INPUT DATA
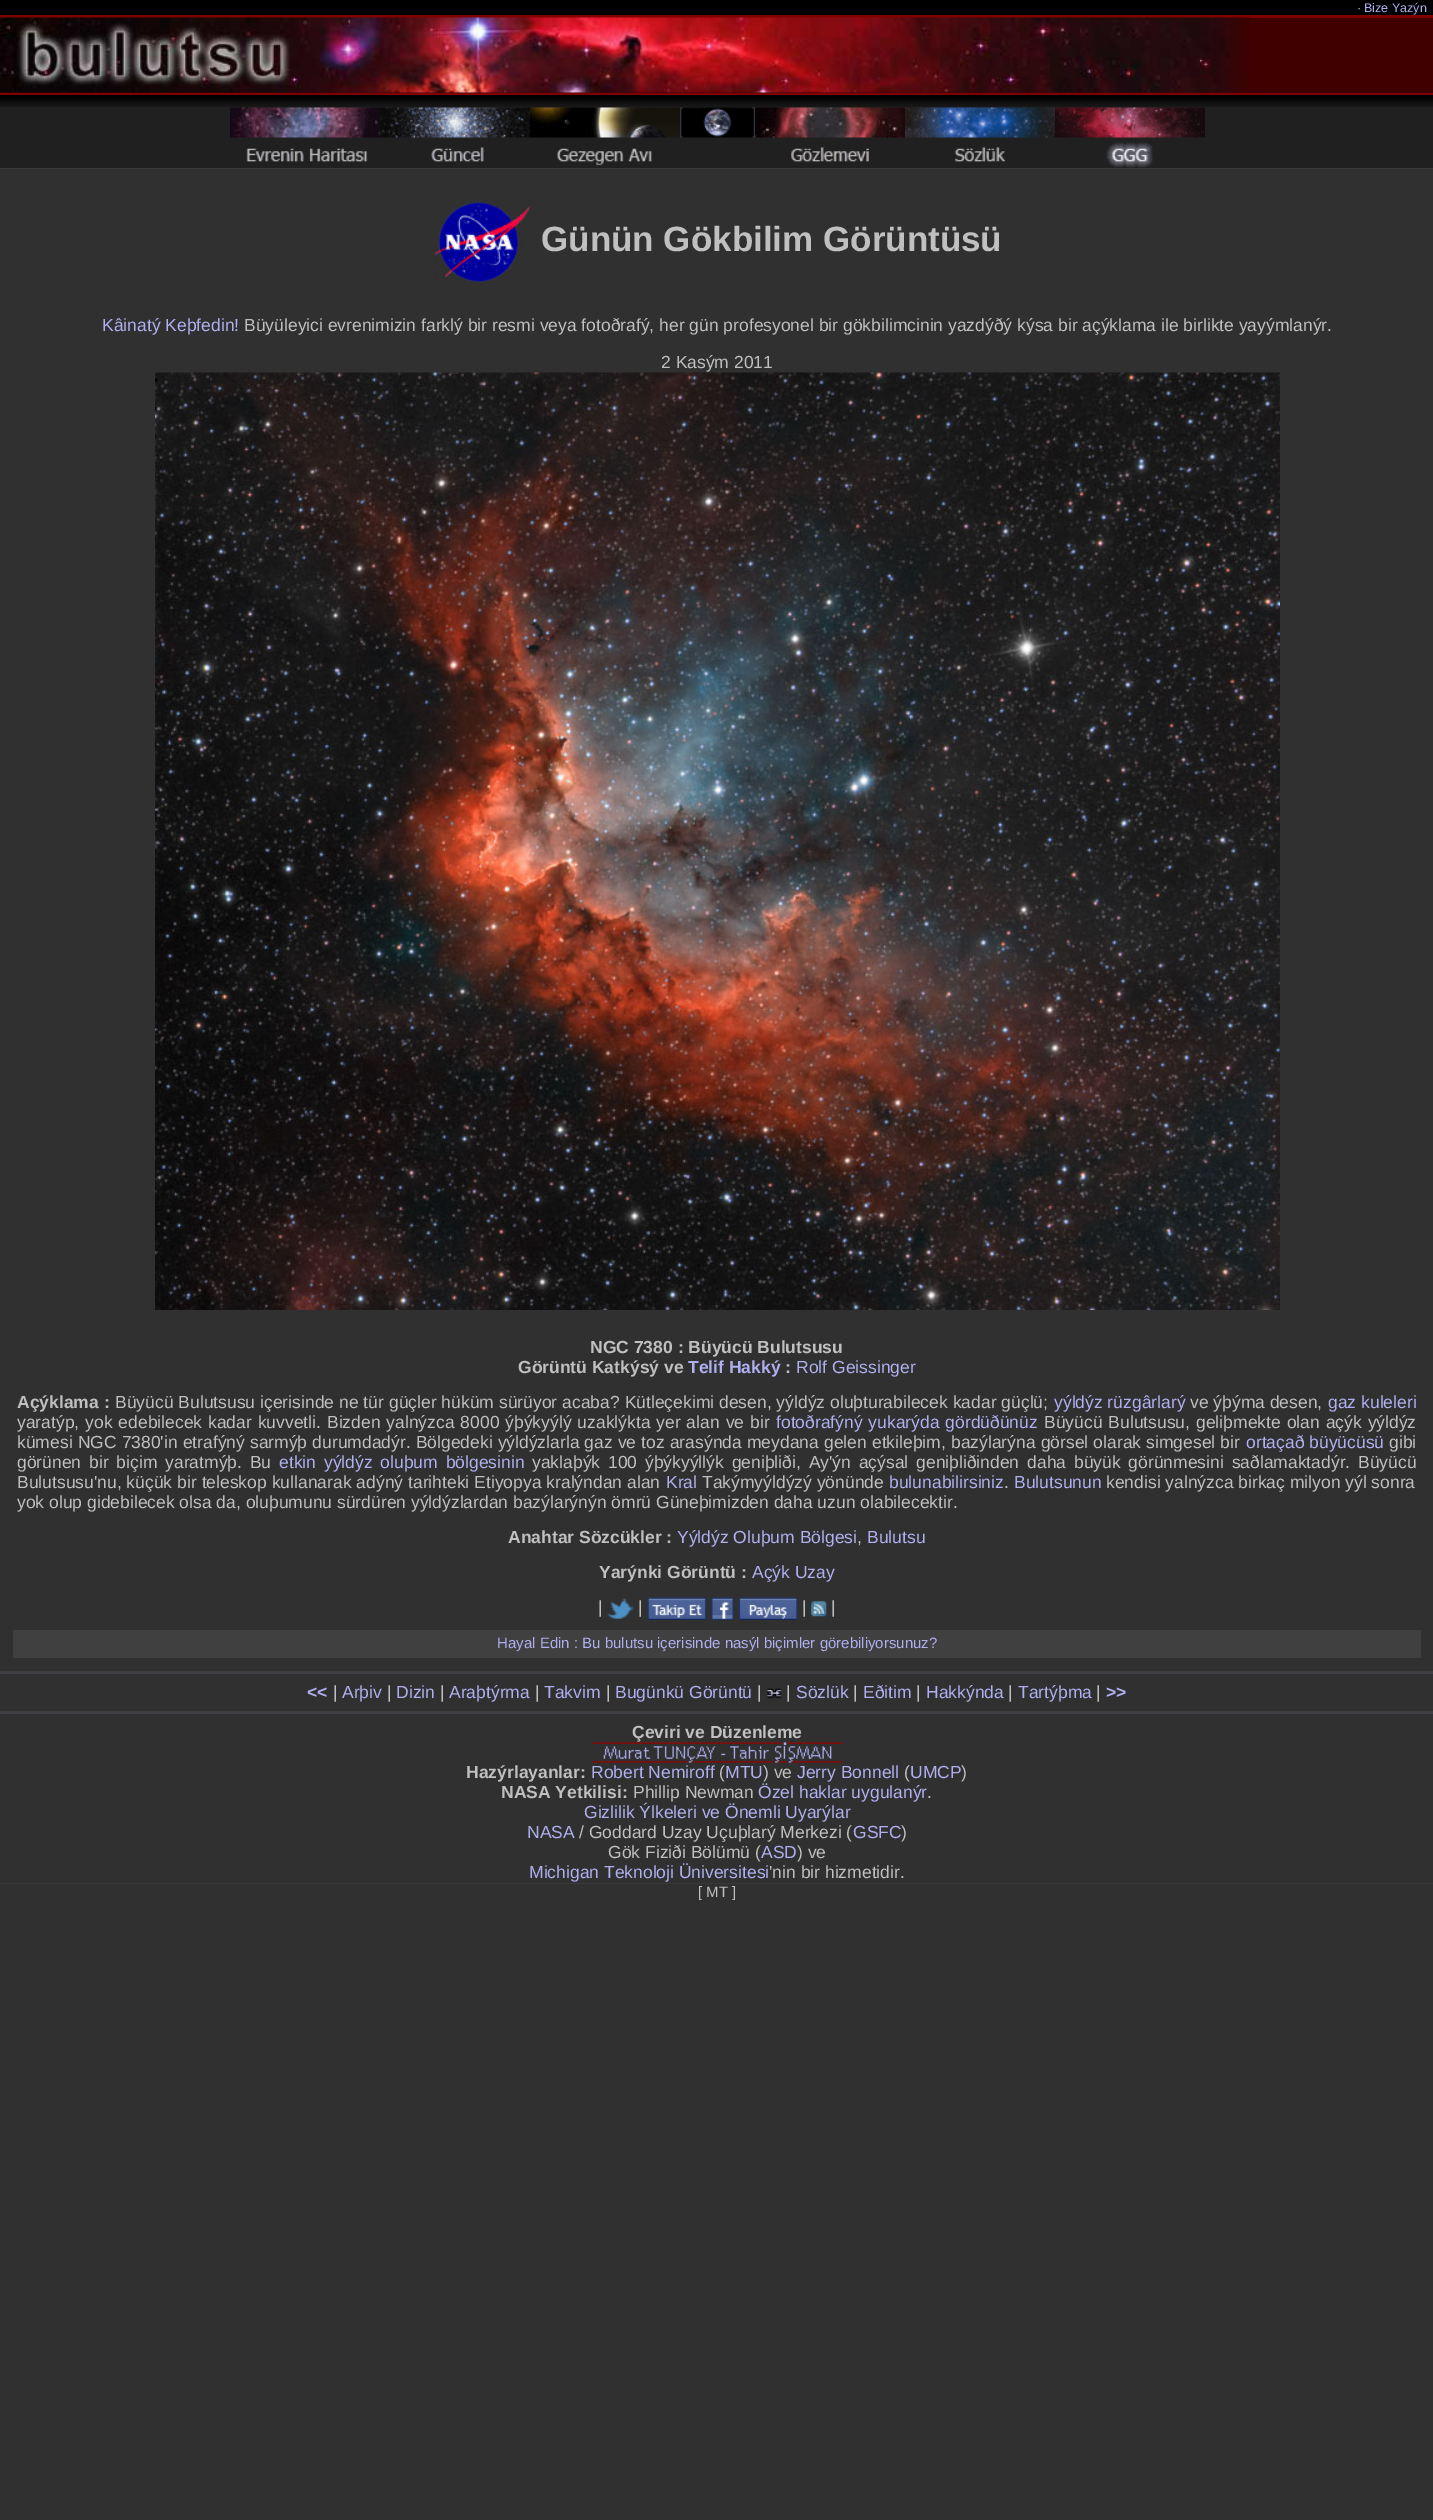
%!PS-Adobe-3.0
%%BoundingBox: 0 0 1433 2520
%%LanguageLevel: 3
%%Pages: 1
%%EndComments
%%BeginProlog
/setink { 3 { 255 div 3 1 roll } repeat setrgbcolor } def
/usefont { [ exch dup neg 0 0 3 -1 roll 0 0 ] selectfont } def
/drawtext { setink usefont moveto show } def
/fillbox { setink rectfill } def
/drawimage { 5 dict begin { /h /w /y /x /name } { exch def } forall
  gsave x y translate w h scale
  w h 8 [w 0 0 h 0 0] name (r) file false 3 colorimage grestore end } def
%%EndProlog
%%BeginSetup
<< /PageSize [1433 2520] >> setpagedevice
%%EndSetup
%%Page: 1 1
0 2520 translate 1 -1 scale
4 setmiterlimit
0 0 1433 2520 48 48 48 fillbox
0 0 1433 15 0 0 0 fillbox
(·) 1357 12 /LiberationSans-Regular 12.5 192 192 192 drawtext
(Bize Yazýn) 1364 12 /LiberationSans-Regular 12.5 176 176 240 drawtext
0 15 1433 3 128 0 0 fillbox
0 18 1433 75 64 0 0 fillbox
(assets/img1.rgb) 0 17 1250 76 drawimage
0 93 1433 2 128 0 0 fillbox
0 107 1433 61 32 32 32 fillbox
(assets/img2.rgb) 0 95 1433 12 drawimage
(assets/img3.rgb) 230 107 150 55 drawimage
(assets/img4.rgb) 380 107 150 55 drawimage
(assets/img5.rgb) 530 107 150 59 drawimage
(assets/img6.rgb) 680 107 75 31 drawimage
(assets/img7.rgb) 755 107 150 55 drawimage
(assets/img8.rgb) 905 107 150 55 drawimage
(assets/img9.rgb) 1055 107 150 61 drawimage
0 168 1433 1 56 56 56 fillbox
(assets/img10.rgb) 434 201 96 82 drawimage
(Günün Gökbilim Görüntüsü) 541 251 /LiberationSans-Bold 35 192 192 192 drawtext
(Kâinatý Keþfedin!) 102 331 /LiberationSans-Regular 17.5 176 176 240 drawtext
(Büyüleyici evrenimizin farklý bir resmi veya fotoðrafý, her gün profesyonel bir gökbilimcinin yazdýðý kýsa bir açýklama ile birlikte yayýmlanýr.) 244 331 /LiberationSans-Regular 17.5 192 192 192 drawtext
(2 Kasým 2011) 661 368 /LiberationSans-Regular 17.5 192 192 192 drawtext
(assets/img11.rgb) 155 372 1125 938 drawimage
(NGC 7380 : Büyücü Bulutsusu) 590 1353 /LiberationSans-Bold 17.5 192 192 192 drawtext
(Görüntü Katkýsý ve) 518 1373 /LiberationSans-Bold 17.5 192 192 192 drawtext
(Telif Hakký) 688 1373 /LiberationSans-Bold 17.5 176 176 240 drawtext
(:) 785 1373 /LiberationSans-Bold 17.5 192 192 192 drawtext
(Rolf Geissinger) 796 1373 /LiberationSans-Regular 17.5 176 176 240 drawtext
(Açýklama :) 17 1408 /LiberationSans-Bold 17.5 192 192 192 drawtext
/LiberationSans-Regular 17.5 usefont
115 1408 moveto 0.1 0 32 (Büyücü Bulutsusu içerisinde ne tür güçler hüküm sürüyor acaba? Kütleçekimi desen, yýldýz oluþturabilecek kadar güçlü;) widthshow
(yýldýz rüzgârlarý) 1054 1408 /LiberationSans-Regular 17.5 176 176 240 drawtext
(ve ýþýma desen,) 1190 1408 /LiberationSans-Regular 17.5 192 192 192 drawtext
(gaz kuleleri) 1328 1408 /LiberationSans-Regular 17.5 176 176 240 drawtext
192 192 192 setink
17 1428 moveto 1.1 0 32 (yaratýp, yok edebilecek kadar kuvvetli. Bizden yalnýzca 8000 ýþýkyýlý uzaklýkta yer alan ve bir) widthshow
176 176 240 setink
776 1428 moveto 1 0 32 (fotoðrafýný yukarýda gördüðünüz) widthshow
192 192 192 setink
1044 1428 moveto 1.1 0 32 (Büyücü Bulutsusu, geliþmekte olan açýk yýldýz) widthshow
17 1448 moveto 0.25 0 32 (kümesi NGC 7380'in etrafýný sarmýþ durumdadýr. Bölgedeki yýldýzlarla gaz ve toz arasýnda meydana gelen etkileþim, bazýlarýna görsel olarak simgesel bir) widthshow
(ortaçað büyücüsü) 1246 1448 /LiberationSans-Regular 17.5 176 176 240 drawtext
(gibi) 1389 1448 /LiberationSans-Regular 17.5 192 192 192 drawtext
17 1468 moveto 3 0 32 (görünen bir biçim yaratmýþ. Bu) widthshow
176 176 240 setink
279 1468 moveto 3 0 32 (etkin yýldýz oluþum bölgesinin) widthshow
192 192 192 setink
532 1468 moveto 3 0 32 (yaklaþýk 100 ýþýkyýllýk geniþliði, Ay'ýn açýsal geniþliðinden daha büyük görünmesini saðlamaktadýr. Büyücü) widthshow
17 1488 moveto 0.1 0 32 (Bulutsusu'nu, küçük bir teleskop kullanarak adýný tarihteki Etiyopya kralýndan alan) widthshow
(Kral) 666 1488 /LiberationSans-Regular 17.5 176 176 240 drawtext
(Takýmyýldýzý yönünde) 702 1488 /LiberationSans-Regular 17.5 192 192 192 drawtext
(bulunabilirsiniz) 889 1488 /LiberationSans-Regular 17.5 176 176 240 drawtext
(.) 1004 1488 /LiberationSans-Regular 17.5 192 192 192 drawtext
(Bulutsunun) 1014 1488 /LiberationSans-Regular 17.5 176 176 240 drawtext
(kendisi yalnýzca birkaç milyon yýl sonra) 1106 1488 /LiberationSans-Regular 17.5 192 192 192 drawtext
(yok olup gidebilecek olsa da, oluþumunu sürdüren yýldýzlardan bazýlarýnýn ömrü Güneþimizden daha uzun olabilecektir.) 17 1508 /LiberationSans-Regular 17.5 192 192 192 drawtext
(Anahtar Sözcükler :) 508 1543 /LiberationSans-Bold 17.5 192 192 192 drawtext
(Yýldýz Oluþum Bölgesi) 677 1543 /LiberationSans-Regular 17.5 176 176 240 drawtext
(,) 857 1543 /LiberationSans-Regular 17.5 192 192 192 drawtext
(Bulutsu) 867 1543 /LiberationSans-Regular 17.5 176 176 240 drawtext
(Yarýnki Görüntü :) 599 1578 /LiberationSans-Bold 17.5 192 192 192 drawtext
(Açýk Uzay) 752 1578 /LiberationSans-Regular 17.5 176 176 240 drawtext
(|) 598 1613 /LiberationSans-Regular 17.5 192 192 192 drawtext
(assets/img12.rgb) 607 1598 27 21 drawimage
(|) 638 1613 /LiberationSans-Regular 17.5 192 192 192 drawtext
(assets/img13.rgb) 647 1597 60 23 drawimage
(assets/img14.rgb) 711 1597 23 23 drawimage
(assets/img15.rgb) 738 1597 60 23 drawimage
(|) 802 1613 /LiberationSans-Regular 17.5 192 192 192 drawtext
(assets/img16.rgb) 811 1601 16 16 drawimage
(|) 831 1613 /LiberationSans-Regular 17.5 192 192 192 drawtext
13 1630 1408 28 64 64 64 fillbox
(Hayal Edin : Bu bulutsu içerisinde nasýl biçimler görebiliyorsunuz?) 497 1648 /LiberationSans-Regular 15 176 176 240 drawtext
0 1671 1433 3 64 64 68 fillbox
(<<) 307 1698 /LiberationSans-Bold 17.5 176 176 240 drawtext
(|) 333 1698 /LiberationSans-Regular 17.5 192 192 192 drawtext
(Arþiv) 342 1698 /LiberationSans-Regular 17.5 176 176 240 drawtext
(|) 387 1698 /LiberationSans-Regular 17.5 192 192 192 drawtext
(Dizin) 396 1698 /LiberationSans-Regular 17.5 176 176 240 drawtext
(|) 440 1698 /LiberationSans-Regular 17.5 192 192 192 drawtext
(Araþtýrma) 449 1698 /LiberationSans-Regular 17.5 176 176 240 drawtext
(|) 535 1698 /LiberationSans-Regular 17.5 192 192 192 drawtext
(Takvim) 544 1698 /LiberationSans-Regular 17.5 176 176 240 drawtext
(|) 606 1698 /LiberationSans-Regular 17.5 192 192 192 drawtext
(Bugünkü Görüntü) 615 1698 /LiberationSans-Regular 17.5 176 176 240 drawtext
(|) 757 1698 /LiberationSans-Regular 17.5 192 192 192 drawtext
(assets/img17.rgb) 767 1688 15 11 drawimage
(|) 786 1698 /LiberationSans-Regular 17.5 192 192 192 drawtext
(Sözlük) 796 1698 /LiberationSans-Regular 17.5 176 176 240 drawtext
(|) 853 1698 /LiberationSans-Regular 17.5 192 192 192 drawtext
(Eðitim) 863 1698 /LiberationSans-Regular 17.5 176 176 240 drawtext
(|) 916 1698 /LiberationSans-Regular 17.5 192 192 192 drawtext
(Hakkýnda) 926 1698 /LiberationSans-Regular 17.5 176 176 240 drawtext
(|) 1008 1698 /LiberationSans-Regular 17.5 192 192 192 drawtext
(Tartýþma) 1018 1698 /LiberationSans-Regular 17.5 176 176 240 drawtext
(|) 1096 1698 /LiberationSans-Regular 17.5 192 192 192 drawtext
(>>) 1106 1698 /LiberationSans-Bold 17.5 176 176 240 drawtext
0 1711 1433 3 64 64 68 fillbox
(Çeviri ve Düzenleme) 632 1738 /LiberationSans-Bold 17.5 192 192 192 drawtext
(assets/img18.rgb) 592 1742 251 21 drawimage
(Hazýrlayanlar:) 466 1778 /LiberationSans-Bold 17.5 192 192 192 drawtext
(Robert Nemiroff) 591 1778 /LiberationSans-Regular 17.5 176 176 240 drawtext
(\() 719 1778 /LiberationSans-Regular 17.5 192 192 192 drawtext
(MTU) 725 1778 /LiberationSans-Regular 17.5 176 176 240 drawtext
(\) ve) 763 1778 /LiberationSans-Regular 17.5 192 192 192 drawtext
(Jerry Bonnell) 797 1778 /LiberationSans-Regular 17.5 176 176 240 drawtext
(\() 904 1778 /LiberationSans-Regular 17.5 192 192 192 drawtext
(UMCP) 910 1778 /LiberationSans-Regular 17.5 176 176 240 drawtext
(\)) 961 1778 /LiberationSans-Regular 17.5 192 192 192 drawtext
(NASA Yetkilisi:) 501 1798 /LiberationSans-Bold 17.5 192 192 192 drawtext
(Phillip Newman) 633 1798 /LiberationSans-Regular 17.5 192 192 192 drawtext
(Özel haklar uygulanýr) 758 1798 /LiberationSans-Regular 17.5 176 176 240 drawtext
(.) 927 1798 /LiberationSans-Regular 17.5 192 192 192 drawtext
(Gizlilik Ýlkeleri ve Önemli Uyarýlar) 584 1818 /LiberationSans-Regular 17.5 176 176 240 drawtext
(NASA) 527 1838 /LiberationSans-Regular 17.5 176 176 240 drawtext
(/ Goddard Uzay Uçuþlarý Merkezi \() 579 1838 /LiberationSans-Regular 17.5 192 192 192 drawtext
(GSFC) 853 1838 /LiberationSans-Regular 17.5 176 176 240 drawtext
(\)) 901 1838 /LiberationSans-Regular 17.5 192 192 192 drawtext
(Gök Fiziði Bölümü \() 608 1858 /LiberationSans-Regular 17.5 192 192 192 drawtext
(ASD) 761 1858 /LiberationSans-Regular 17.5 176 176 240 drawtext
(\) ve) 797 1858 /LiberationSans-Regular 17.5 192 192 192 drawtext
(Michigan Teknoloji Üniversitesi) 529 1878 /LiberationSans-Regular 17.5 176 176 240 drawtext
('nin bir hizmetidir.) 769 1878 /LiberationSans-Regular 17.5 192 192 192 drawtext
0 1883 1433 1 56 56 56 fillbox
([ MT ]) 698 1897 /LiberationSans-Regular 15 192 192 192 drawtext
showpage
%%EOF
==
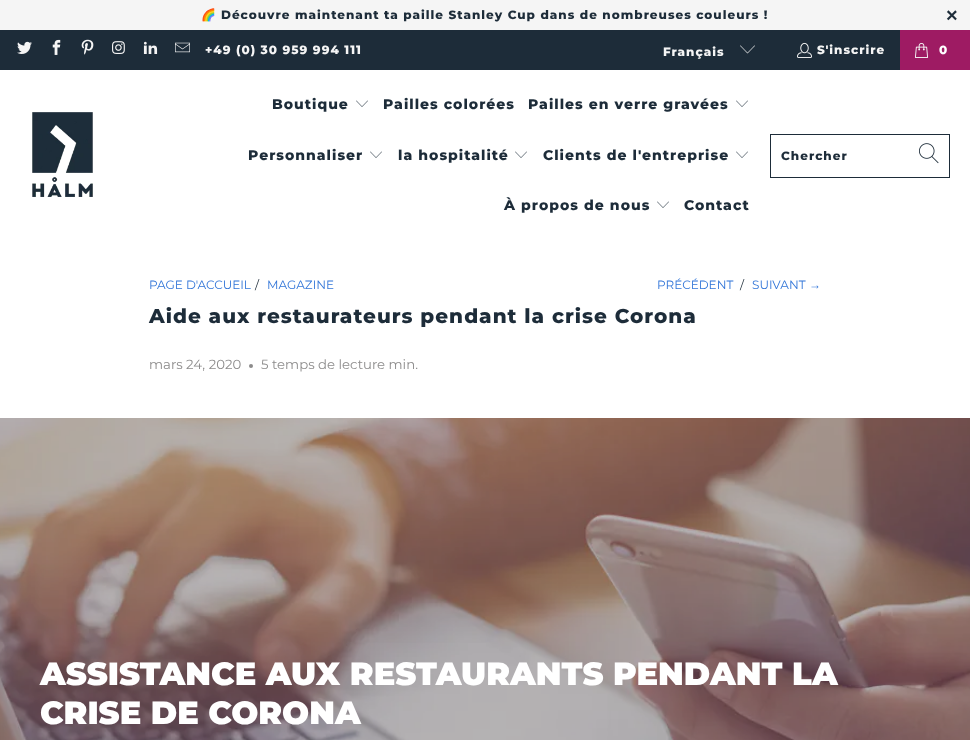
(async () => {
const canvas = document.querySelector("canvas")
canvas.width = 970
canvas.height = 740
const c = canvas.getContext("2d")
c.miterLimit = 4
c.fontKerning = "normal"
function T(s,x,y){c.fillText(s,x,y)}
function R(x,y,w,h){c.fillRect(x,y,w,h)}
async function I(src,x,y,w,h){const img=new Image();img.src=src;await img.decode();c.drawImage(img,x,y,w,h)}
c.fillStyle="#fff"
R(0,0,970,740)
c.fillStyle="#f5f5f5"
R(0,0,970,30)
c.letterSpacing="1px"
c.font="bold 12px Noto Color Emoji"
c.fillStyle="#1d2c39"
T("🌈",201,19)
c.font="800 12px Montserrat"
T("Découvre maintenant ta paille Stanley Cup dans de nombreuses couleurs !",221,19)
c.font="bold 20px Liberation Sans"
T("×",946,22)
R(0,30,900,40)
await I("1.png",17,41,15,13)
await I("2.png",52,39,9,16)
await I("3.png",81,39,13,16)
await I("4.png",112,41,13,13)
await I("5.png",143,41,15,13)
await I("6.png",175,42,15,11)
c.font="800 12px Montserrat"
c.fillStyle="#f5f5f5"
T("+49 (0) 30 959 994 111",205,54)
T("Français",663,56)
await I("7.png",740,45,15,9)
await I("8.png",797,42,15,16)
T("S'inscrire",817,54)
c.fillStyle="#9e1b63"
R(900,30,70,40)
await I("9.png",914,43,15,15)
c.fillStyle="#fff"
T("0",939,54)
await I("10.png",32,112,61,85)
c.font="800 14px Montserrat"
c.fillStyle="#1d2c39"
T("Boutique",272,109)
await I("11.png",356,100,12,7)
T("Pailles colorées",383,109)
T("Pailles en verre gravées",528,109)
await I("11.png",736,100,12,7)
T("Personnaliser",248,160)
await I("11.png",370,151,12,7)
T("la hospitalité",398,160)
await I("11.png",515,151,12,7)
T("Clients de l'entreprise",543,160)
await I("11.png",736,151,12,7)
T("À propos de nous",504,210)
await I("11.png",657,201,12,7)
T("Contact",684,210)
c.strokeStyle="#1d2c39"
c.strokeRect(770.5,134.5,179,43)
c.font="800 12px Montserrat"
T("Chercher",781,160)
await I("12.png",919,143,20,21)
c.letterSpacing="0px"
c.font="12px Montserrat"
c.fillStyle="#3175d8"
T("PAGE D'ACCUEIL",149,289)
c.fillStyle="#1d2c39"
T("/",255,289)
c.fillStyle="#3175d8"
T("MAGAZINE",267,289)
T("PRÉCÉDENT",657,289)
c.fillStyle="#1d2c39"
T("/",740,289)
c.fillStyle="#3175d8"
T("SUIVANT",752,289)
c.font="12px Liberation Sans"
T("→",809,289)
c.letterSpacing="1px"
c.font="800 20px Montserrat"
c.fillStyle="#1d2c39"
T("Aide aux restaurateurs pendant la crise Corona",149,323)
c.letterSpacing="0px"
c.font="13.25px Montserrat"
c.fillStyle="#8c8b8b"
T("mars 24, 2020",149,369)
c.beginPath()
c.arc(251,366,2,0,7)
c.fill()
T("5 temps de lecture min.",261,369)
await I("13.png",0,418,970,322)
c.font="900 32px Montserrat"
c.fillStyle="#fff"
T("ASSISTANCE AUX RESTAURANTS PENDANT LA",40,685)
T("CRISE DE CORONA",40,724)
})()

EXERCISE AIM
The count, and nothing else: how many lines of the entries contain the word "async"?

REPLY
2